Definir envelhecimento é algo muito complexo, biologicamente é considerado um processo que ocorre durante toda a vida.

Existem vários conceitos de envelhecimento, variando de acordo com a visão social, econômica e principalmente com a independência e qualidade de vida do idoso. A população de baixo poder aquisitivo envelhece mais cedo, resultado de uma diversidade de fatores biopsicossociais. O envelhecimento acontece logo após as fases de desenvolvimento e de estabilização, sendo pouco perceptível por um longo período, até que as alterações estruturais e funcionais se tornem evidentes. No ser humano, a fase de desenvolvimento alcança sua plenitude no final da segunda década, seguida por um período de certa estabilidade, sendo que as primeiras alterações do envelhecimento, são detectadas no final da terceira década de vida. Confort caracterizou o envelhecimento natural como “a progressiva incapacidade de manutenção do equilíbrio homeostático em condições de sobrecarga funcional”. No nosso corpo os mecanismos mantenedores da homeostase, desde os mais simples aos mais complexos, compõem-se fundamentalmente de sensores. Para manter o corpo em equilíbrio, por exemplo, existem os responsáveis pela detecção do desequilíbrio, os encarregados da modulação da resposta (centros reguladores), e os efetores que são capazes de executar as correções necessárias. Durante o envelhecimento ocorrem alterações do número e sensibilidade dos sensores, do limiar de excitabilidade dos centros reguladores e da eficiência dos efetores.
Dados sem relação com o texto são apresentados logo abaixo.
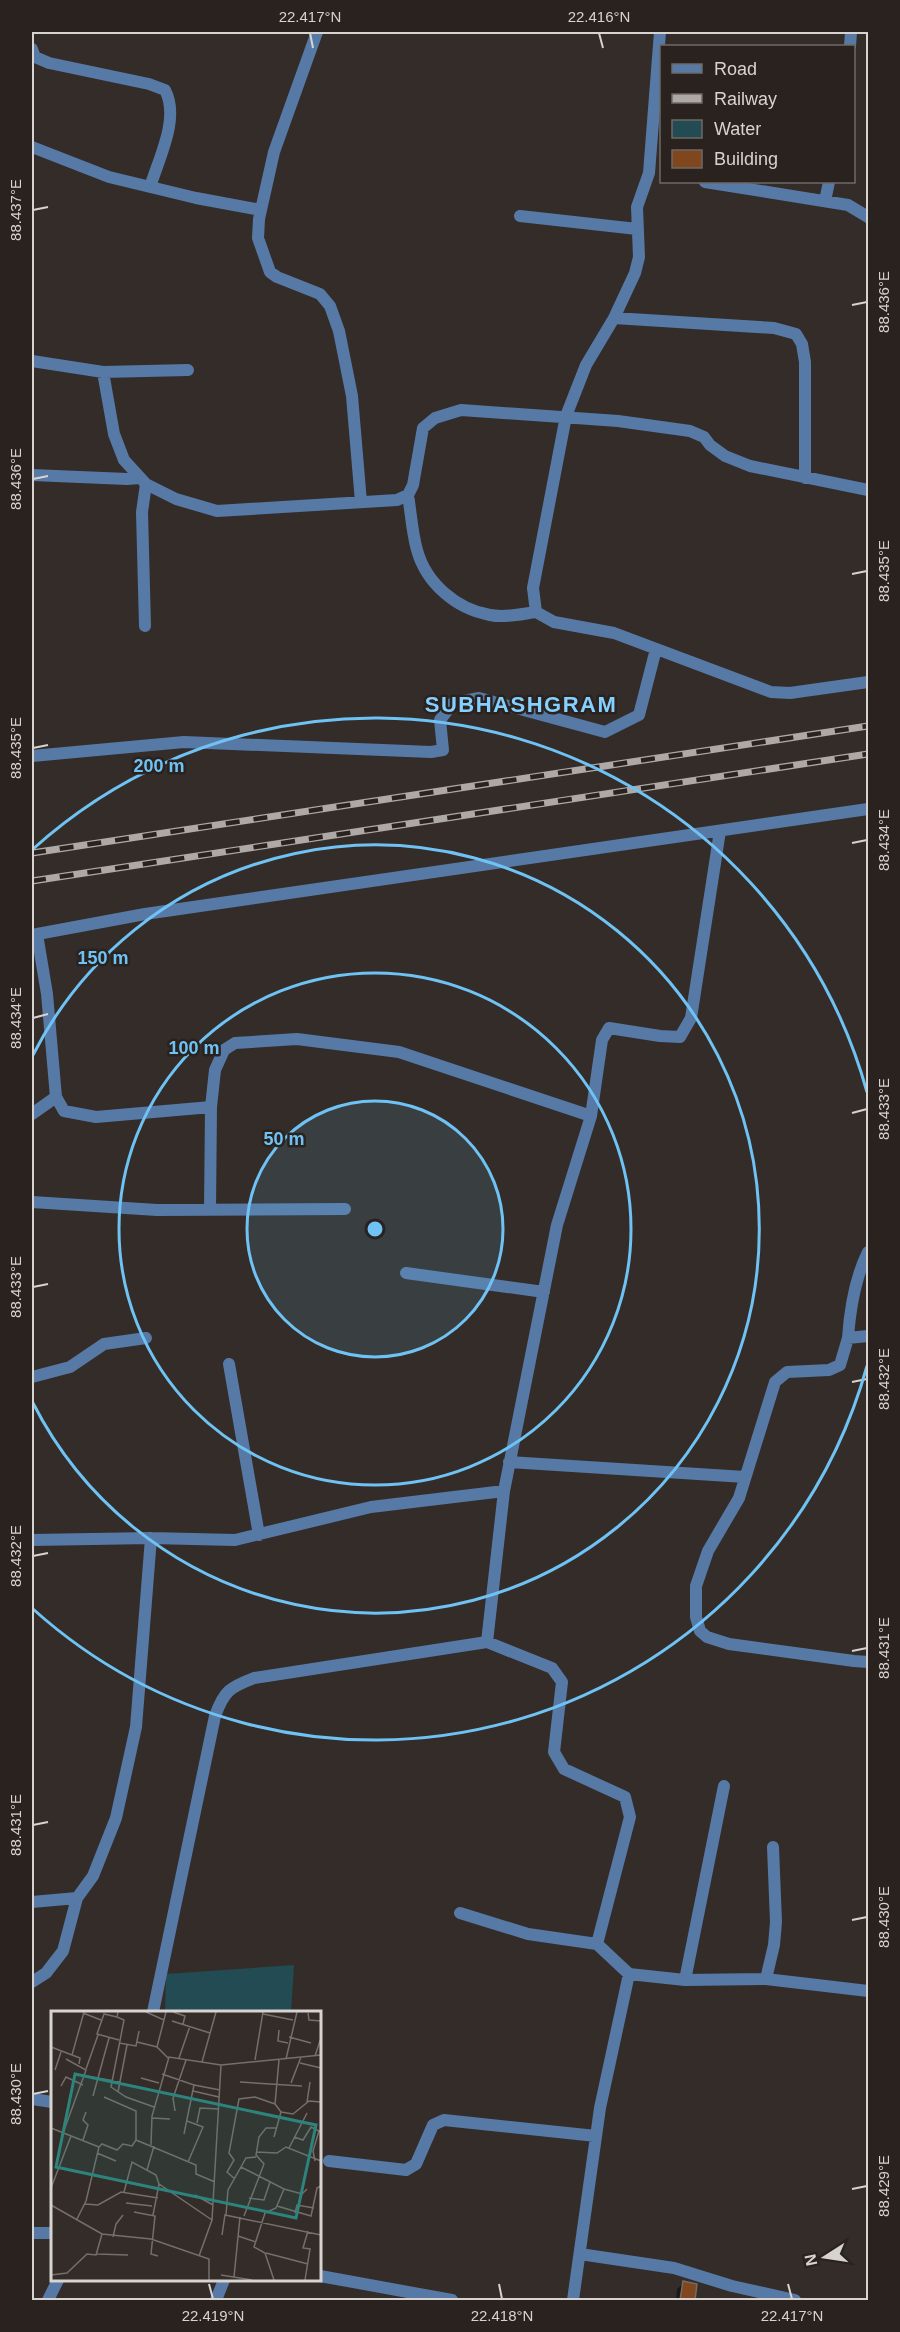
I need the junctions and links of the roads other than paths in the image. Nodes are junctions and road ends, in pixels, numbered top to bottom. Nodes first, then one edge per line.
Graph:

Facilitando principalmente as quedas, que são muito freqüentes nos idosos. O envelhecimento não é uniforme, portanto não é possível escolher um indicador único; pode-se dizer que é o conjunto das alterações estruturais e funcionais do organismo que se acumulam progressiva e especificamente com a idade.
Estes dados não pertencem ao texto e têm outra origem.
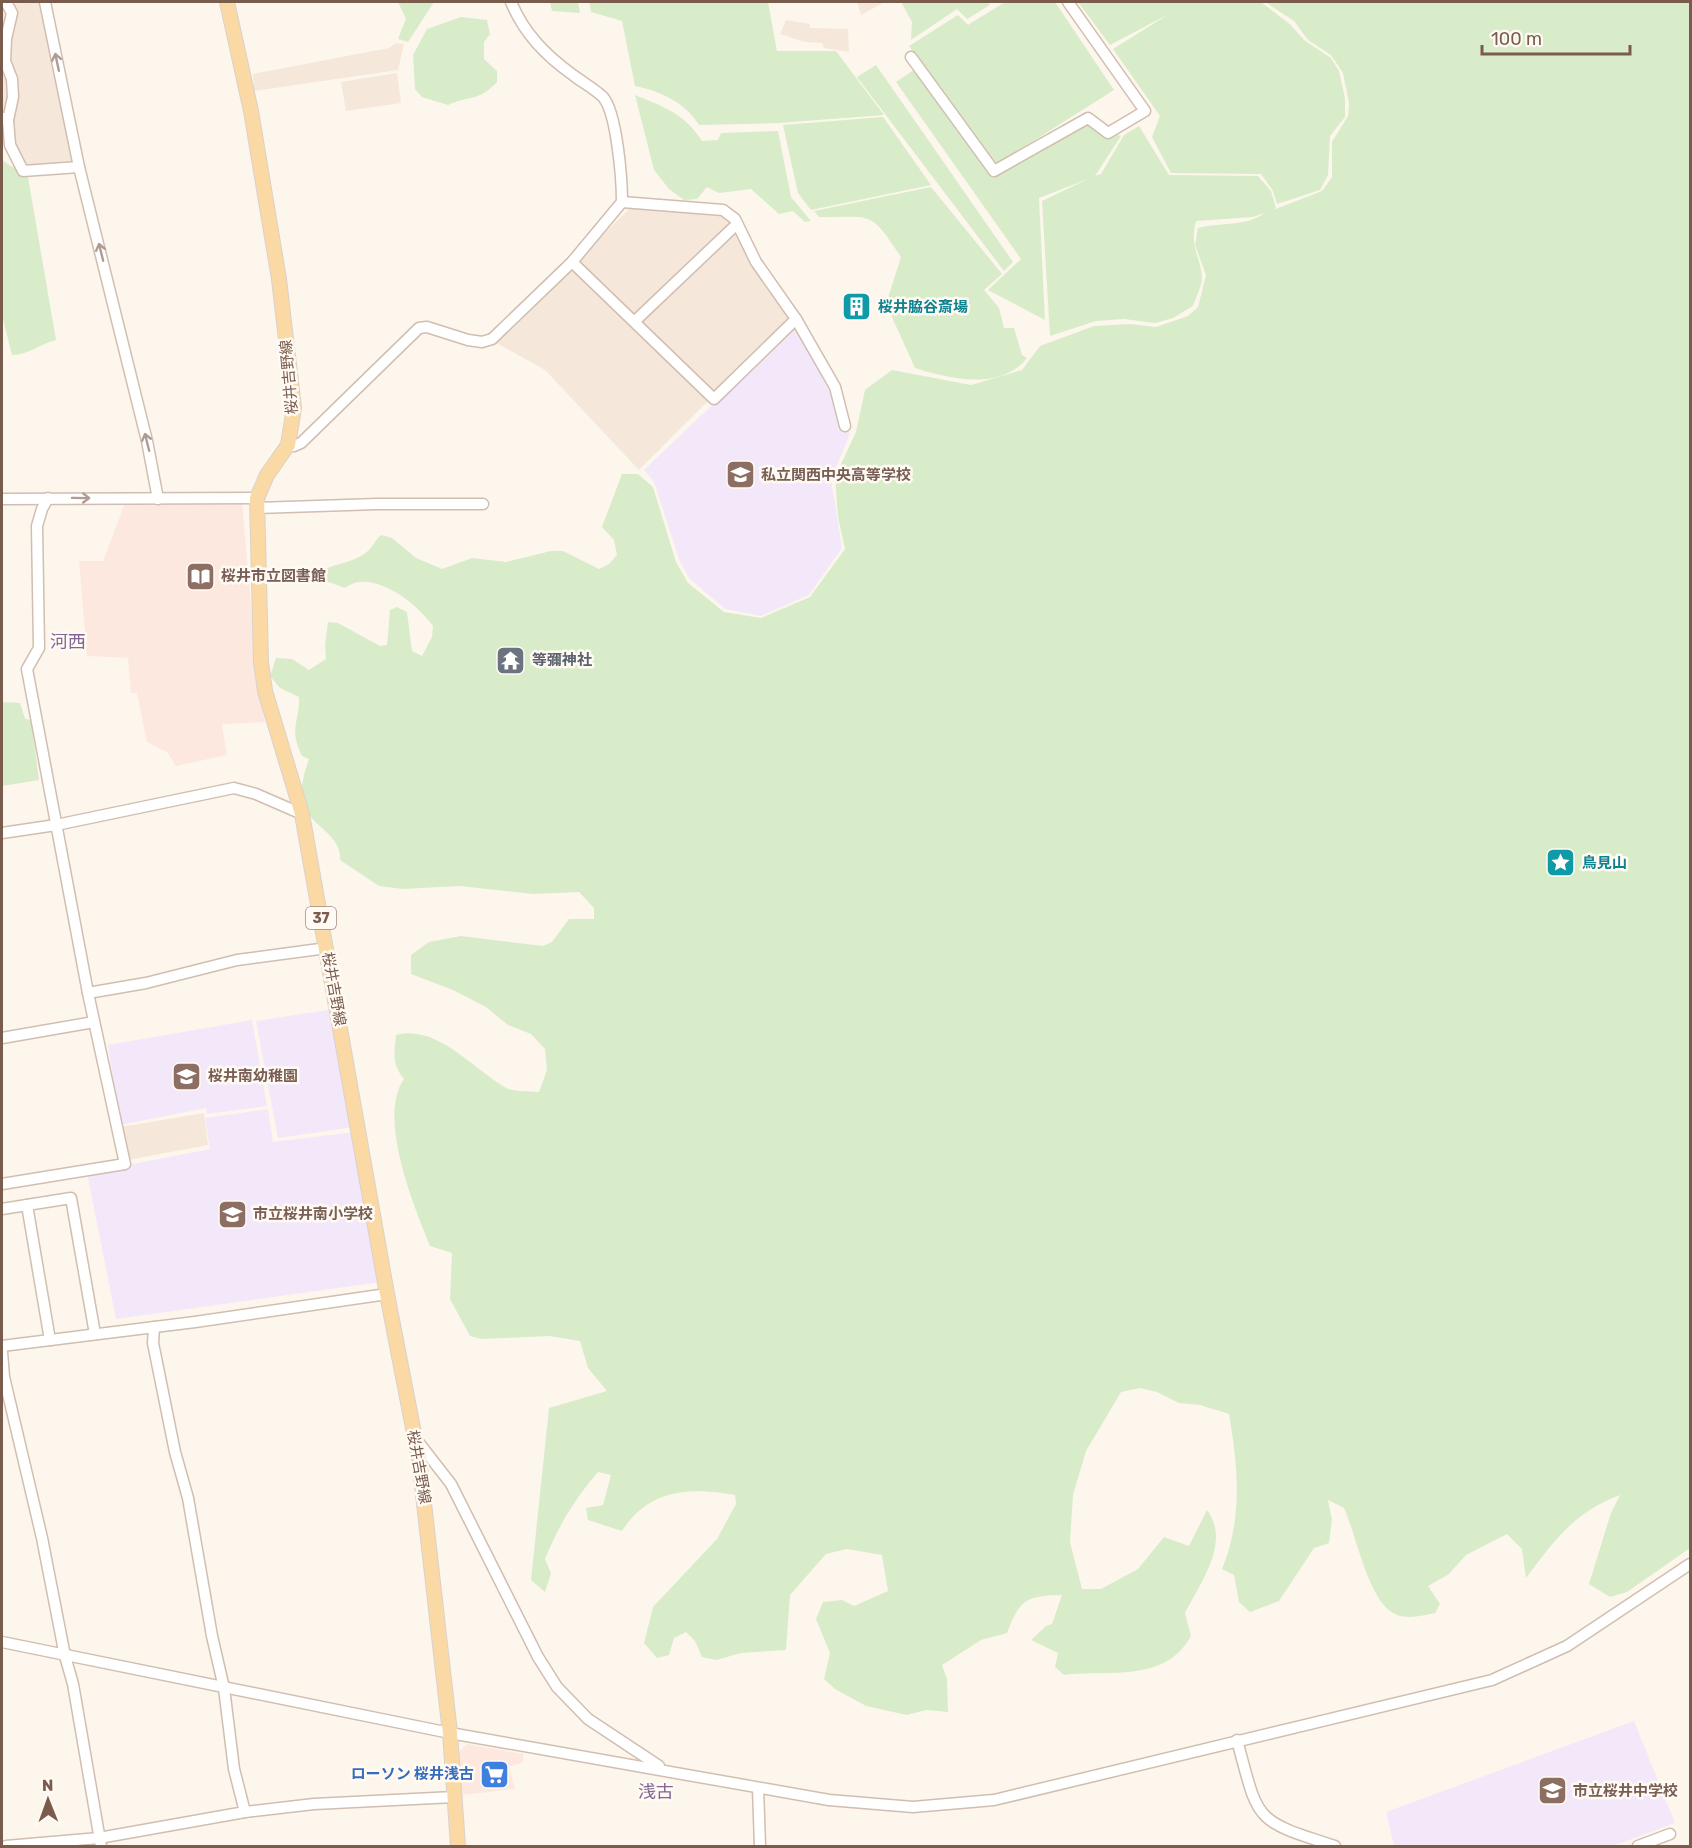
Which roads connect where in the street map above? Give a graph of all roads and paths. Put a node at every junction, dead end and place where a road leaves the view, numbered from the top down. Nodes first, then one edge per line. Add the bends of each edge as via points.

ASPECTOS GERAIS DO ENVELHECIMENTO:


Além de alterações estruturais e funcionais, a composição corporal vai sofrendo modificações importantes com o envelhecimento. A gordura corporal vai aumentando com o avançar da idade (aos 75 anos é praticamente o dobro daquela aos 25 anos).

No tecido subcutâneo ocorre a diminuição do tecido adiposo dos membros e aumenta no tronco, caracterizando a chamada gordura central. A água corporal total diminui (15% - 20%), principalmente às custas da água intracelular, com redução dos componentes intra e extracelulares, principalmente os íons sódio e potássio, provocando maior susceptibilidade a graves complicações conseqüentes das perdas liquidas e maior dificuldade à reposição do volume perdido. A retração do componente hídrico, associado ao aumento da gordura corporal (20% - 40%) poderão contribuir para a alteração da absorção, metabolização e excreção das drogas no idoso. Vale a pena lembrar que drogas lipofílicas (se ligam as gorduras), como o Diazepam, em um indivíduo de 80 anos terá uma vida média em torno de 80 horas, pois têm efeito cumulativo se ligando a gordura corporal. Da mesma forma a redução da albumina altera o transporte de diversas drogas no sangue. O metabolismo basal diminui de 10% a 20%, com o progredir da idade, o que deve ser levado em conta quando calculamos as necessidades calóricas diária do idoso. A tolerância à glicose também se altera, às vezes criando dificuldade para se diagnosticar o diabetes, apesar de ser uma doença que incide com muita freqüência no idoso.


SENESCÊNCIA X SENILIDADE


É de suma importância para nós, profissionais de saúde, que lidamos com pacientes idosos, que saibamos conhecer e distinguir as alterações fisiológicas do envelhecimento, ou seja, da senescência, daquelas do envelhecimento patológico ou senilidade. Conhecer e distinguir o considerado normal e o patológico pode ser difícil, pois muitas vezes estas condições se superpõem.

Não devemos atribuir à VELHICE, sinais e sintomas de doenças muitas vezes passíveis de tratamento e cura.

Não considerarmos sinais e sintomas de doenças e até mesmo iniciarmos exames e tratamento, em idosos que apresentem sinais apenas compatíveis com o processo natural do envelhecimento.